When I do leave the truck, the desert rewards a keen eye. The landscape may appear barren from a distance or while it passes by at 70 miles per hour, but in fact quite a bit of diversity can exist within feet of the tires.  Many of the species are unique to this area, so are especially rewarding to come across.

The flower is beginning to open on this federally threatened Sclerocactus in the Uinta Basin.

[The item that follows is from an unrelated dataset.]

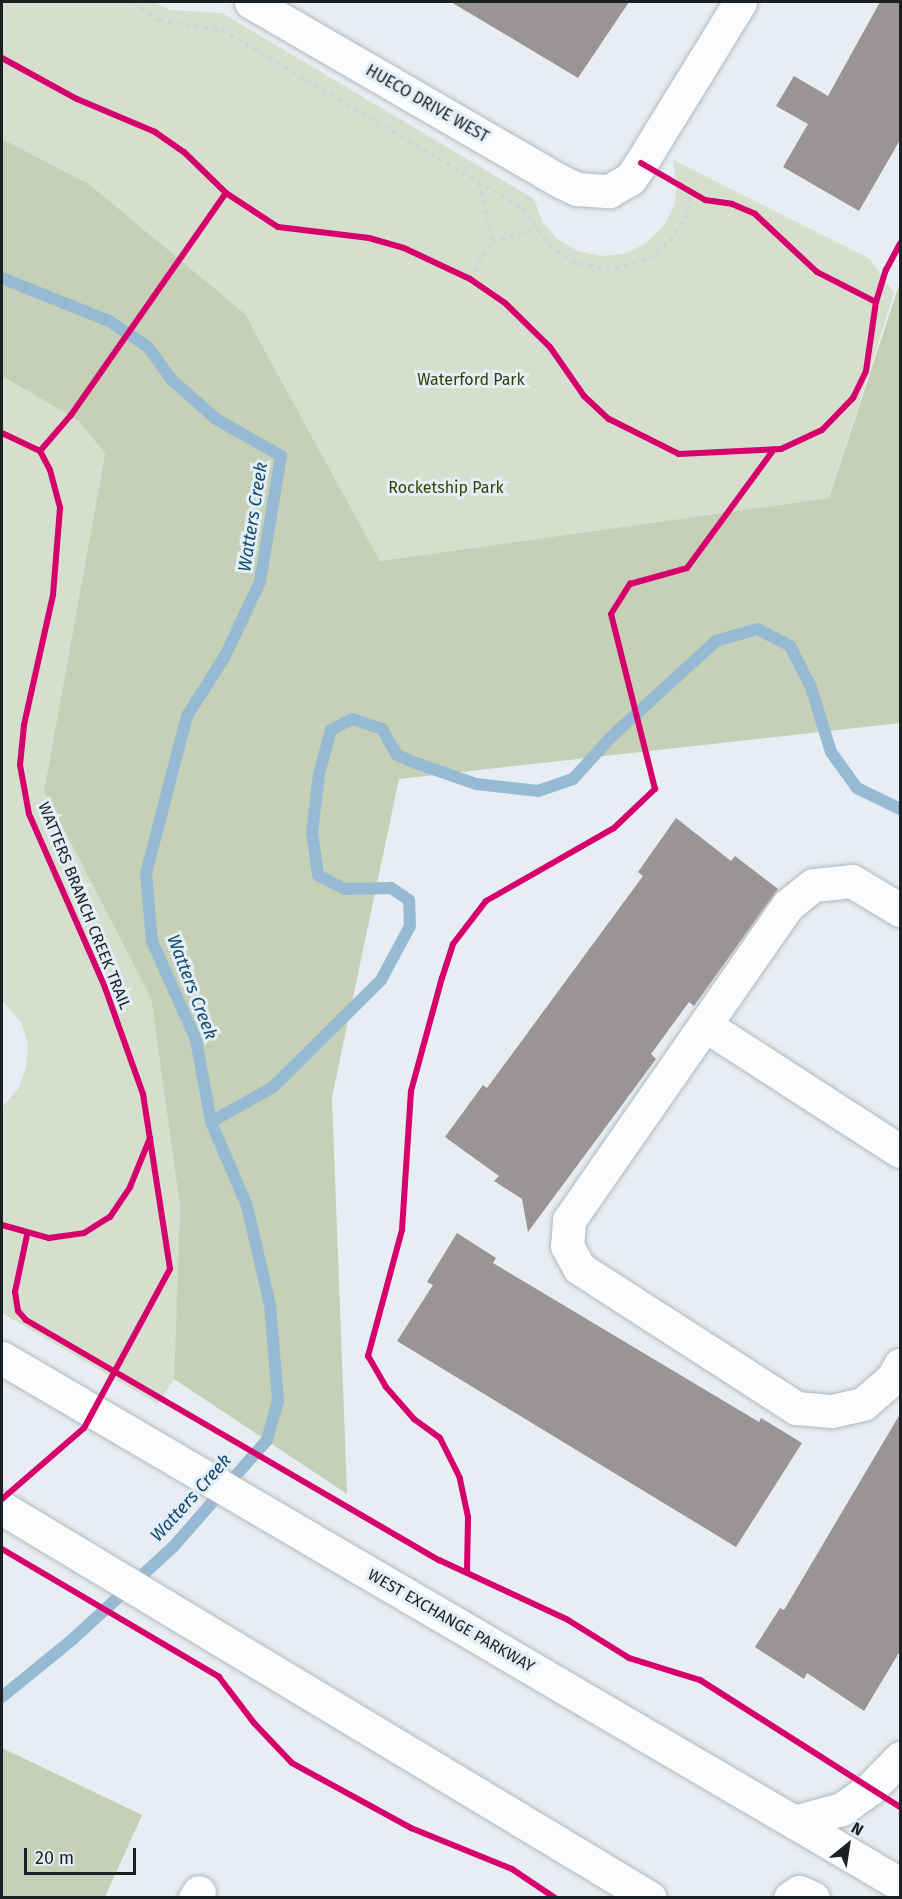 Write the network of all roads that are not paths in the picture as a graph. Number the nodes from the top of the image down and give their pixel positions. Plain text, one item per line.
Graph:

Uinta Basin Spring-Parsley (Cymopteras dushesnensis) is one of 50 or so species that are endemic to the Uinta Basin.

Field Excursions

This month focused on the creation of a priority species list for this season’s seed collections.  It consisted of a delicate balance between native plant communities of anticipated future reclamation needs, competition with invasive weeds, erosion control, pollinator habitat, seed market needs, and the overall needs of the Colorado Plateau Native Plant Program.  Inclement weather and completion of the priority list have been limiting factors for ventures into the field.  As the rains have receded, roads dried, and the list solidified, the desert has become more inviting to field work.  In an effort to maximize my time at the Vernal Field Office, I have expressed interest in accompanying the field excursions of a variety of specialties, including botany, paleontology, and law enforcement. Recently I took part in surveys for reported fossils as well as endemic species of yucca, cacti, and beardtongue. In addition to exploring career paths and learning BLM methodology, these field days were valuable opportunities to orient myself in the varied landscape and become familiar with the flora. As the season progresses, my time in the field will be increasing. I am about to start scouting potential seed collection sites, and will continue to pursue field excursions with multiple specialties.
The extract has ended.